Monday, 2 July 2018

On Failure and Lucy Revealed.

Today was one of those strange days which leave me questioning whether I’m going about the business of life in quite the right way. I opened a door, you see, to leave a shop, and coming the other way was a man who wanted to enter the shop. He was youngish and looked like a bit of a tough guy, which wasn’t the reason why I stood back to let him through. I did that because I was the one holding the door and it’s a time honoured tradition in England that the one holding the door gives way. It’s the more functional option.

But no, the other man stood back and waved me out with ‘After you. Come on, friend.’ Friend? Why would a youngish man who looked like a bit of a tough guy call me ‘friend?’ It doesn’t compute, and it’s forming a pattern. First I have strange women smiling at me, and now I have a youngish man who looks like a bit of a tough guy calling me ‘friend.’ What on earth am I doing wrong?

And what about Lucy? Remember Lucy – the ¼ Greek ex-dental nurse from Ashbourne who disappeared for years and then turned up serving in a coffee shop in Uttoxeter? Well, she disappeared again and I was told she’d gone into the business of teaching yoga.

Today I bumped into her for the first time in about a year and she told me about her yoga activities. In return, I told her about my health woes and said that if I get through the whole business with a favourable prognosis, I’d quite like to take up yoga. (Which is true; I’ve seen some on YouTube and it appeals.) But then – me being me – I said that there would be no point in starting it yet because I might be dead this time next year and I didn’t see the point. ‘Oh, I don’t know,’ she replied. ‘I could always teach you the corpse pose.’

Isn’t that splendid? Somebody made a joke of my possibly near-imminent demise instead of giving me the more usual ‘You shouldn’t talk like that’ etc, etc. And so I expressed my delight, and you know what she said? She said ‘I know you quite well and I know you have a dark sense of humour.’

Knows me quite well? How can she know me quite well when we’ve only exchanged the odd few words here and there down the years? Ah, now, that led me to the strong suspicion that Lucy is a lot more intuitive, or aware, or socially adroit, or whatever construction you care to put on it, than you might imagine of a quietly spoken person who – in my experience at least – is not given to thrusting herself into other people’s realities. And that, ladies and gentlemen, is how I’ve come to warm quite a lot towards a dental nurse cum yoga instructor called Lucy.

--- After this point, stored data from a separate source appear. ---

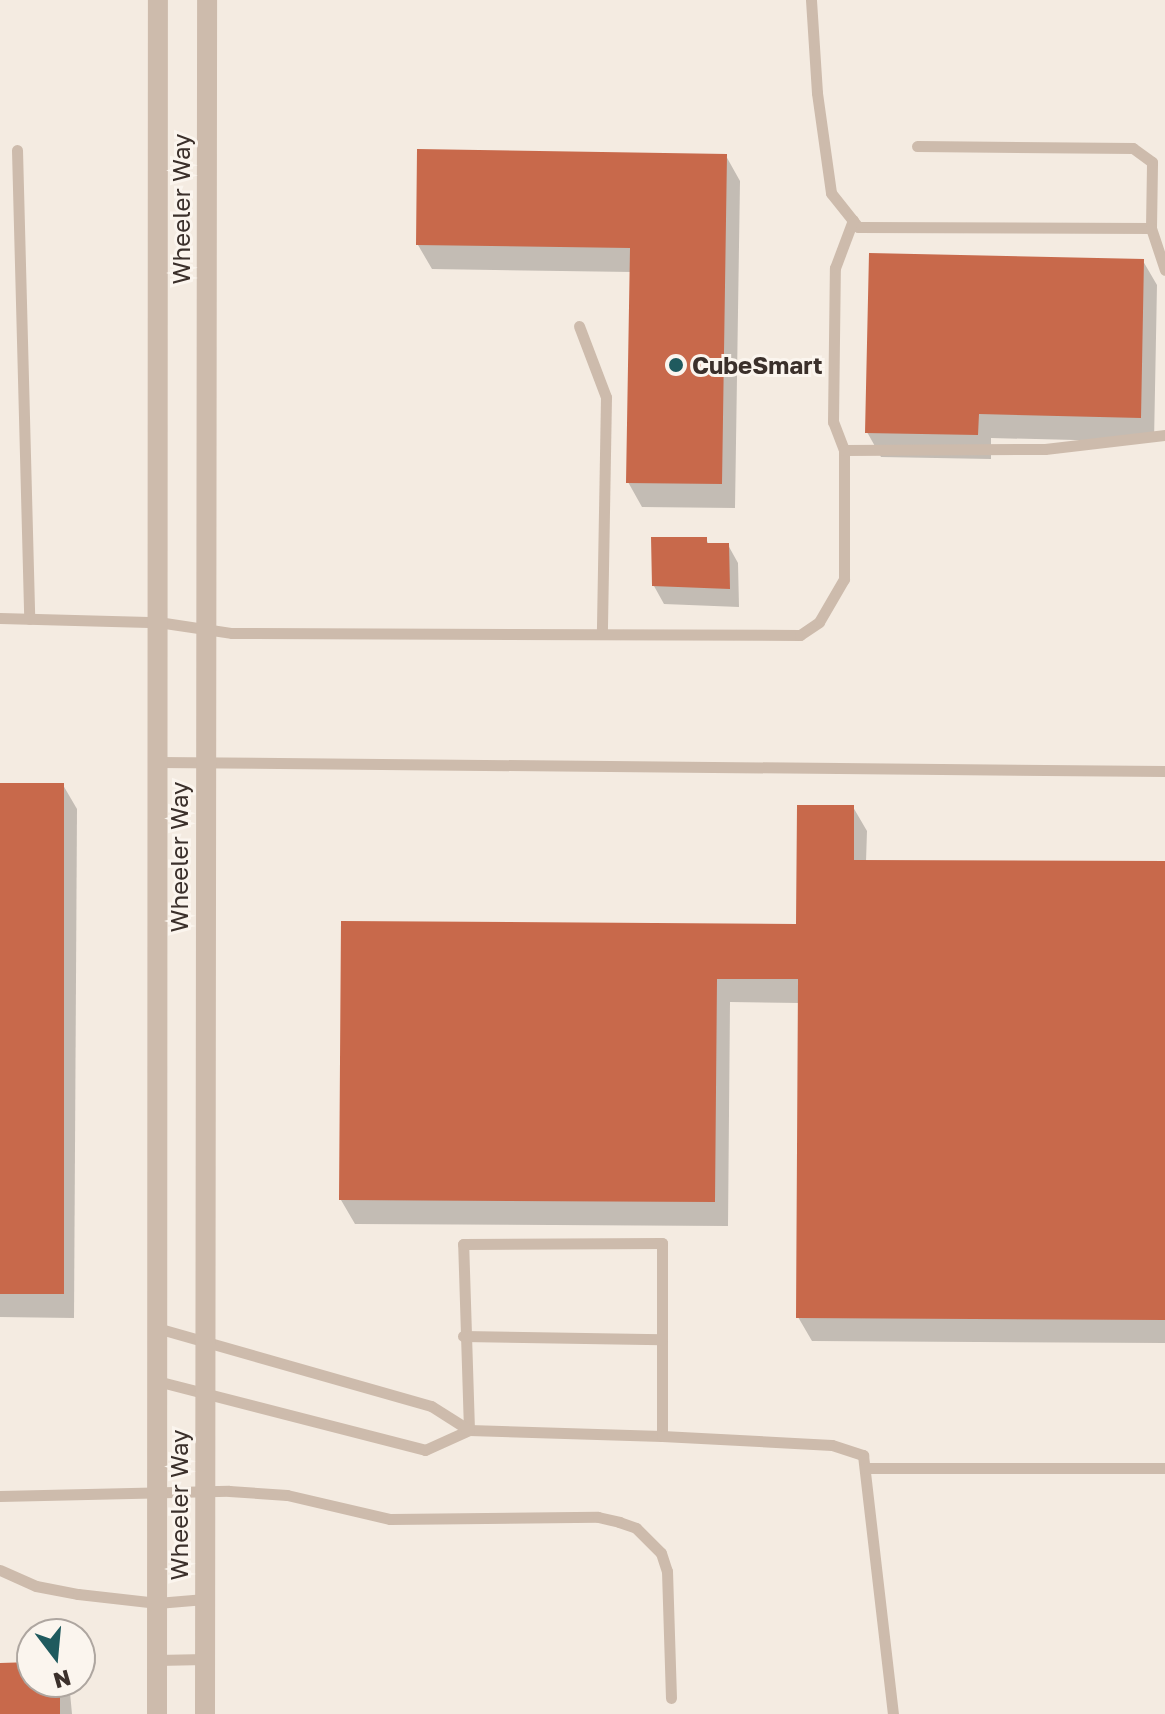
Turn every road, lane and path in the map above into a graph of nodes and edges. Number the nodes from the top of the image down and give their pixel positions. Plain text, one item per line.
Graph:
1 (158, 0) edge
2 (207, 0) edge
3 (811, 0) edge
4 (917, 146) dead end
5 (17, 150) dead end
6 (853, 220) junction
7 (1151, 228) junction
8 (1165, 270) edge
9 (579, 326) dead end
10 (1165, 435) edge
11 (844, 450) junction
12 (0, 618) edge
13 (29, 619) junction
14 (158, 622) junction
15 (206, 626) junction
16 (602, 633) junction
17 (158, 762) junction
18 (205, 762) junction
19 (1165, 771) edge
20 (158, 1328) junction
21 (463, 1336) junction
22 (662, 1339) junction
23 (205, 1341) junction
24 (157, 1381) junction
25 (204, 1395) junction
26 (469, 1430) junction
27 (662, 1436) junction
28 (865, 1468) junction
29 (1165, 1468) edge
30 (206, 1492) junction
31 (157, 1494) junction
32 (0, 1496) edge
33 (0, 1570) edge
34 (205, 1599) junction
35 (157, 1603) junction
36 (205, 1659) junction
37 (157, 1660) junction
38 (671, 1698) dead end
39 (157, 1714) edge
40 (205, 1714) edge
41 (893, 1714) edge

1 - 14 street, Wheeler Way
2 - 15 street, Wheeler Way
3 - 6 lane
4 - 7 lane
5 - 13 lane
6 - 7 lane
6 - 11 lane
7 - 8 lane
9 - 16 lane
10 - 11 lane
11 - 16 lane
12 - 13 lane
13 - 14 lane
14 - 15 lane
14 - 17 street, Wheeler Way
15 - 16 lane
15 - 18 street, Wheeler Way
17 - 18 lane
17 - 20 street, Wheeler Way
18 - 19 lane
18 - 23 street, Wheeler Way
20 - 23 lane
20 - 24 street, Wheeler Way
21 - 22 lane
21 - 22 lane
21 - 26 lane
22 - 27 lane
23 - 25 street, Wheeler Way
23 - 26 lane
24 - 25 lane
24 - 31 street, Wheeler Way
25 - 26 lane
25 - 30 street, Wheeler Way
26 - 27 lane
27 - 28 lane
28 - 29 lane
28 - 41 lane
30 - 31 lane
30 - 34 street, Wheeler Way
30 - 38 lane
31 - 32 lane
31 - 35 street, Wheeler Way
33 - 35 lane
34 - 35 lane
34 - 36 street, Wheeler Way
35 - 37 street, Wheeler Way
36 - 37 lane
36 - 40 street, Wheeler Way
37 - 39 street, Wheeler Way

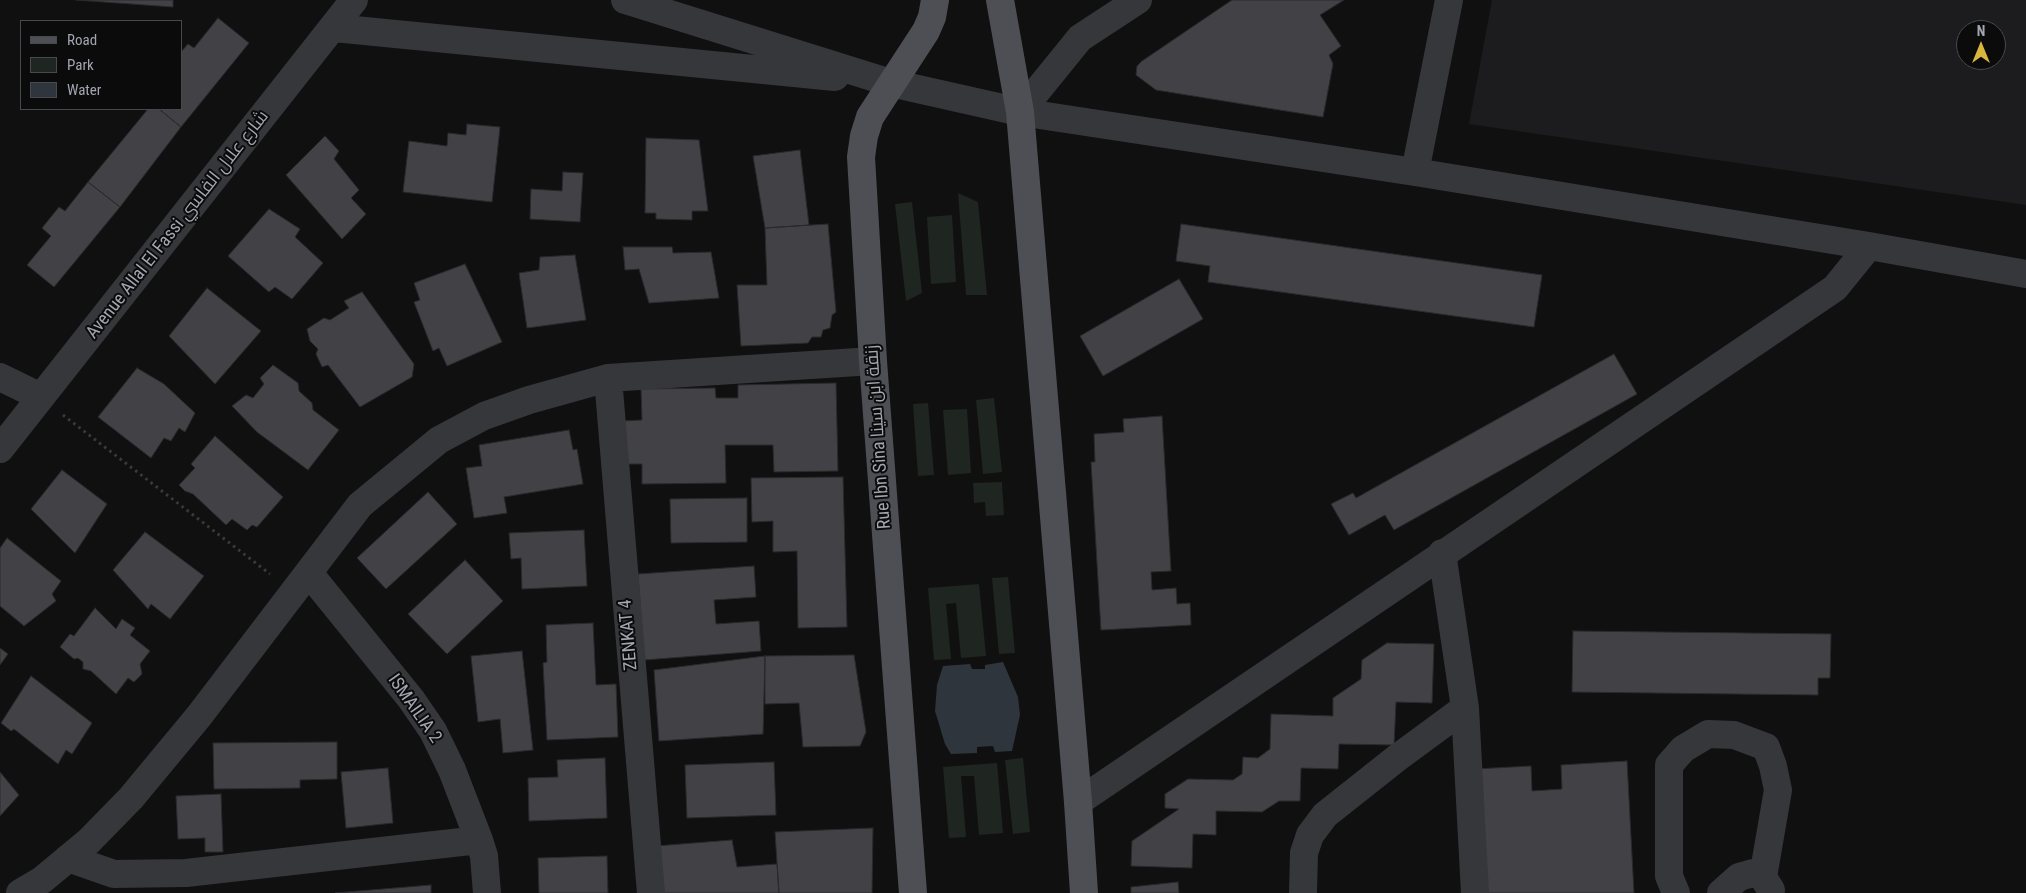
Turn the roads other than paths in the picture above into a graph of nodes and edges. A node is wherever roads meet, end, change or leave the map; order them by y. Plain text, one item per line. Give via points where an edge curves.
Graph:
1 (328, 0) edge
2 (354, 0) edge
3 (625, 0) edge
4 (935, 0) edge
5 (1000, 0) edge
6 (1138, 0) edge
7 (1449, 0) edge
8 (334, 28) junction
9 (891, 83) junction
10 (1020, 112) junction
11 (1415, 172) junction
12 (1869, 246) junction
13 (2026, 274) edge
14 (873, 361) junction
15 (0, 377) edge
16 (608, 378) junction
17 (41, 397) junction
18 (0, 449) edge
19 (1442, 553) junction
20 (301, 583) junction
21 (1466, 708) junction
22 (1078, 802) junction
23 (479, 840) junction
24 (68, 858) junction
25 (1767, 885) edge
26 (20, 893) edge
27 (487, 893) edge
28 (651, 893) edge
29 (913, 893) edge
30 (1084, 893) edge
31 (1303, 893) edge
32 (1475, 893) edge
33 (1676, 893) edge
34 (1721, 893) edge

1 - 8 street
2 - 8 street, Avenue Allal El Fassi شارع علال الفاسي
3 - 9 street
4 - 9 main road, Rue Ibn Sina زنقة ابن سينا via 926,31
5 - 10 main road
6 - 10 street via 1080,38
7 - 11 street
8 - 9 street
8 - 17 street, Avenue Allal El Fassi شارع علال الفاسي
9 - 10 street
9 - 14 main road, Rue Ibn Sina زنقة ابن سينا via 870,117 861,157
10 - 11 street
10 - 22 main road
11 - 12 street
12 - 13 street
12 - 19 street via 1835,288
14 - 16 street
14 - 29 main road, Rue Ibn Sina زنقة ابن سينا
15 - 17 street
16 - 20 street via 484,416 439,440 360,505
16 - 28 street, ZENKAT 4
17 - 18 street, Avenue Allal El Fassi شارع علال الفاسي
19 - 21 street
19 - 22 street
20 - 23 street, ISMAILIA 2 via 411,699 433,731 452,770
20 - 24 street via 131,798
21 - 31 street via 1397,758 1316,825 1304,853
21 - 32 street
22 - 30 main road
23 - 24 street via 186,872 114,874
23 - 27 street, ISMAILIA 2 via 484,856
24 - 26 street
25 - 33 street via 1778,790 1774,766 1766,747 1734,735 1708,734 1683,749 1669,765 1669,876
25 - 34 street via 1747,874 1731,882

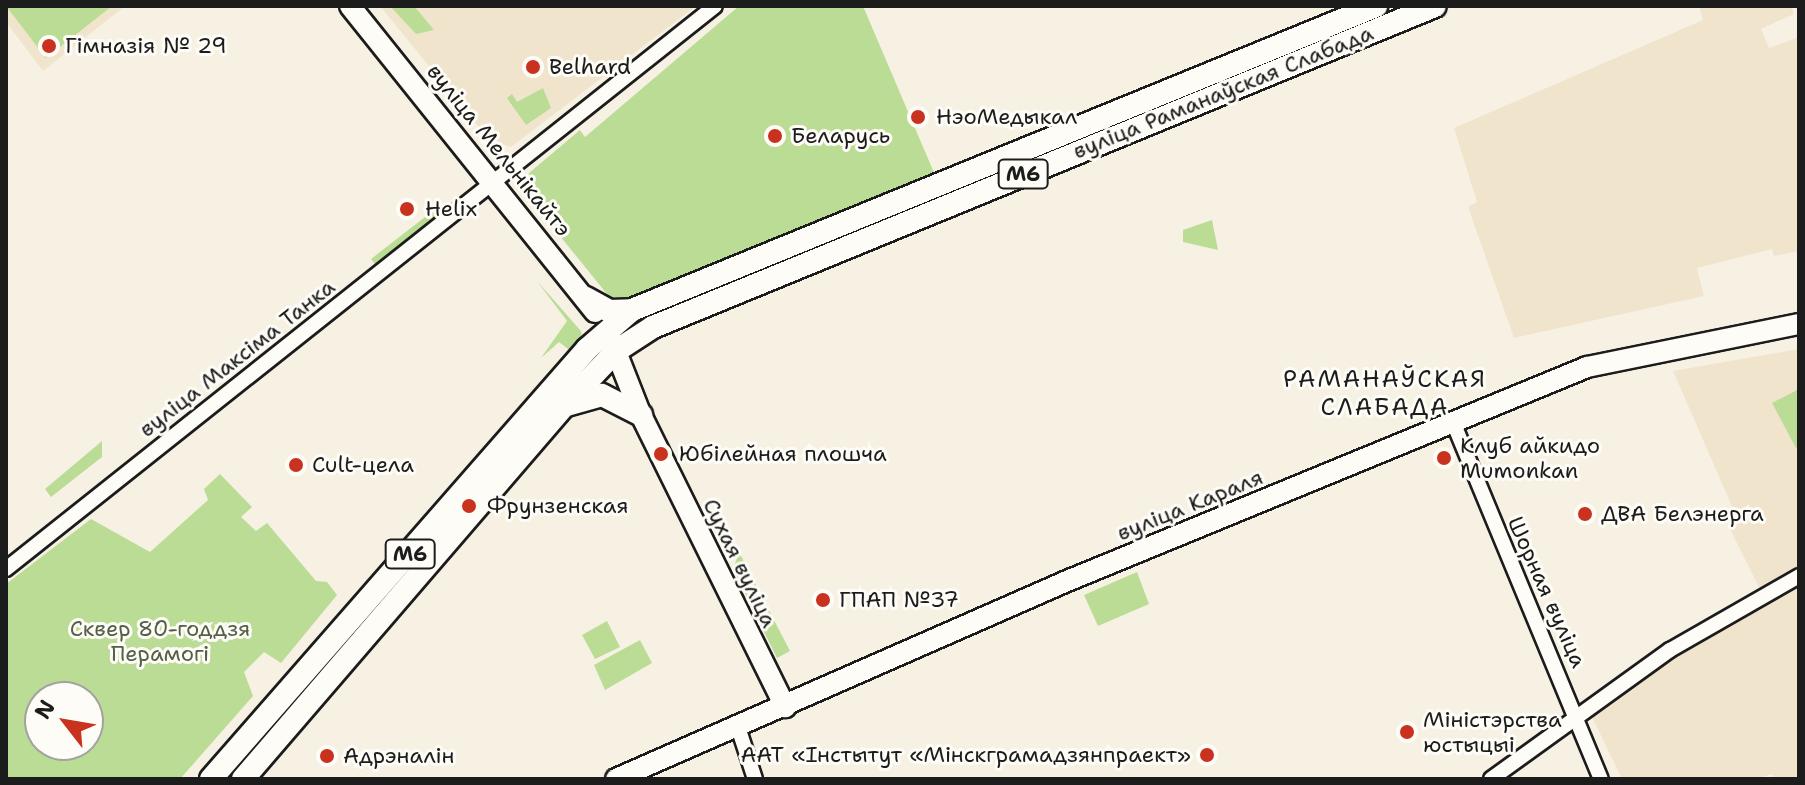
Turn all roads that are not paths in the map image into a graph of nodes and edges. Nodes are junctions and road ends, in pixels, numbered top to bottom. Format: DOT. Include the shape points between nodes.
graph roads {
  1 [pos="350,6"];
  2 [pos="715,6"];
  3 [pos="1376,6"];
  4 [pos="1435,6"];
  5 [pos="495,183"];
  6 [pos="586,298"];
  7 [pos="632,310"];
  8 [pos="1799,324"];
  9 [pos="606,327"];
  10 [pos="616,351"];
  11 [pos="565,405"];
  12 [pos="641,415"];
  13 [pos="1453,422"];
  14 [pos="6,569"];
  15 [pos="1799,576"];
  16 [pos="785,707"];
  17 [pos="1578,713"];
  18 [pos="738,727"];
  19 [pos="211,779"];
  20 [pos="243,779"];
  21 [pos="616,779"];
  22 [pos="755,779"];
  23 [pos="1491,779"];
  24 [pos="1601,779"];
  1 -- 5 [label="main road, вуліца Мельнікайтэ"];
  2 -- 5 [label="street, вуліца Максіма Танка"];
  3 -- 7 [label="main road, вуліца Раманаўская Слабада / М6"];
  4 -- 10 [label="main road, вуліца Раманаўская Слабада / М6" via="653,327"];
  5 -- 6 [label="main road, вуліца Мельнікайтэ"];
  5 -- 14 [label="street, вуліца Максіма Танка"];
  6 -- 7 [label="main road" via="607,310"];
  6 -- 9 [label="main road, вуліца Мельнікайтэ"];
  7 -- 9 [label="main road, вуліца Раманаўская Слабада / М6"];
  8 -- 13 [label="main road, вуліца Караля" via="1618,358"];
  9 -- 10 [label="main road, вуліца Мельнікайтэ"];
  9 -- 19 [label="main road, М6"];
  10 -- 11 [label="main road, М6"];
  10 -- 12 [label="main road, Сухая вуліца"];
  11 -- 12 [label="main road" via="602,395"];
  11 -- 20 [label="main road, М6"];
  12 -- 16 [label="main road, Сухая вуліца"];
  13 -- 16 [label="main road, вуліца Караля" via="1072,579"];
  13 -- 17 [label="street, Шорная вуліца" via="1486,509"];
  15 -- 17 [label="street" via="1744,604"];
  16 -- 18 [label="main road, вуліца Караля"];
  17 -- 23 [label="street"];
  17 -- 24 [label="street, Шорная вуліца" via="1578,730"];
  18 -- 21 [label="main road, вуліца Караля"];
  18 -- 22 [label="street"];
}
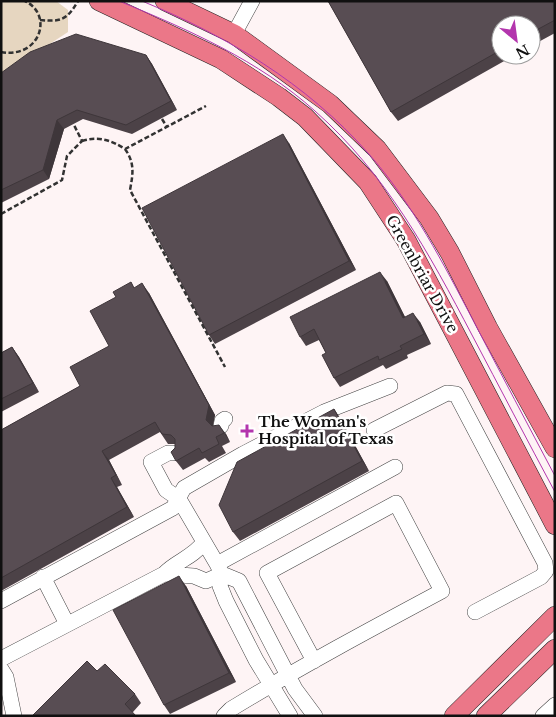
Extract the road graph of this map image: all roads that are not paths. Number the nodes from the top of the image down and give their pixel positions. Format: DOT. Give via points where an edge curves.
graph roads {
  1 [pos="99,1"];
  2 [pos="165,1"];
  3 [pos="252,1"];
  4 [pos="234,34"];
  5 [pos="390,386"];
  6 [pos="374,430"];
  7 [pos="555,448"];
  8 [pos="171,451"];
  9 [pos="395,467"];
  10 [pos="180,499"];
  11 [pos="555,524"];
  12 [pos="204,542"];
  13 [pos="220,569"];
  14 [pos="164,574"];
  15 [pos="43,578"];
  16 [pos="1,601"];
  17 [pos="475,612"];
  18 [pos="555,616"];
  19 [pos="67,624"];
  20 [pos="555,649"];
  21 [pos="1,659"];
  22 [pos="314,661"];
  23 [pos="504,666"];
  24 [pos="1,669"];
  25 [pos="288,675"];
  26 [pos="521,681"];
  27 [pos="270,685"];
  28 [pos="555,705"];
  29 [pos="14,716"];
  30 [pos="224,716"];
  31 [pos="290,716"];
  32 [pos="315,716"];
  33 [pos="454,716"];
  34 [pos="486,716"];
  35 [pos="543,716"];
  1 -- 11 [label="main road, Greenbriar Drive" via="221,59 279,97 305,117 368,182 406,240"];
  2 -- 4 [label="main road, Greenbriar Drive"];
  3 -- 4 [label="street"];
  4 -- 7 [label="main road, Greenbriar Drive" via="330,104 377,149 406,186 450,253"];
  5 -- 10 [label="street" via="324,412 243,454 184,488"];
  6 -- 17 [label="street" via="447,393 456,394 545,563 546,571 542,577"];
  8 -- 10 [label="street" via="150,462 166,490"];
  9 -- 13 [label="street"];
  10 -- 12 [label="street"];
  10 -- 15 [label="street" via="173,508"];
  12 -- 13 [label="street"];
  12 -- 14 [label="street" via="198,551 171,566"];
  13 -- 14 [label="street" via="206,581 194,576"];
  13 -- 25 [label="street" via="239,582"];
  13 -- 27 [label="street" via="220,586 226,601"];
  14 -- 19 [label="street"];
  15 -- 16 [label="street"];
  15 -- 19 [label="street"];
  18 -- 23 [label="main road"];
  19 -- 21 [label="street"];
  20 -- 26 [label="main road"];
  22 -- 22 [label="street" via="442,591 396,503 267,573"];
  22 -- 25 [label="street"];
  23 -- 26 [label="main road"];
  23 -- 33 [label="main road"];
  24 -- 29 [label="street" via="6,677"];
  25 -- 27 [label="street"];
  25 -- 32 [label="street"];
  26 -- 34 [label="main road"];
  27 -- 30 [label="street"];
  27 -- 31 [label="street"];
  28 -- 35 [label="street"];
}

But I do hope she doesn’t do something outrageous like inviting me over for lunch or anything. What the hell would that do for my reputation, and what on earth would I wear? (Something that disguises my identity, I suppose.) Fortunately, the likelihood of such an invitation is about on a par with Trump evolving into a creature of intelligence, refinement and common decency, so I think I'm probably safe.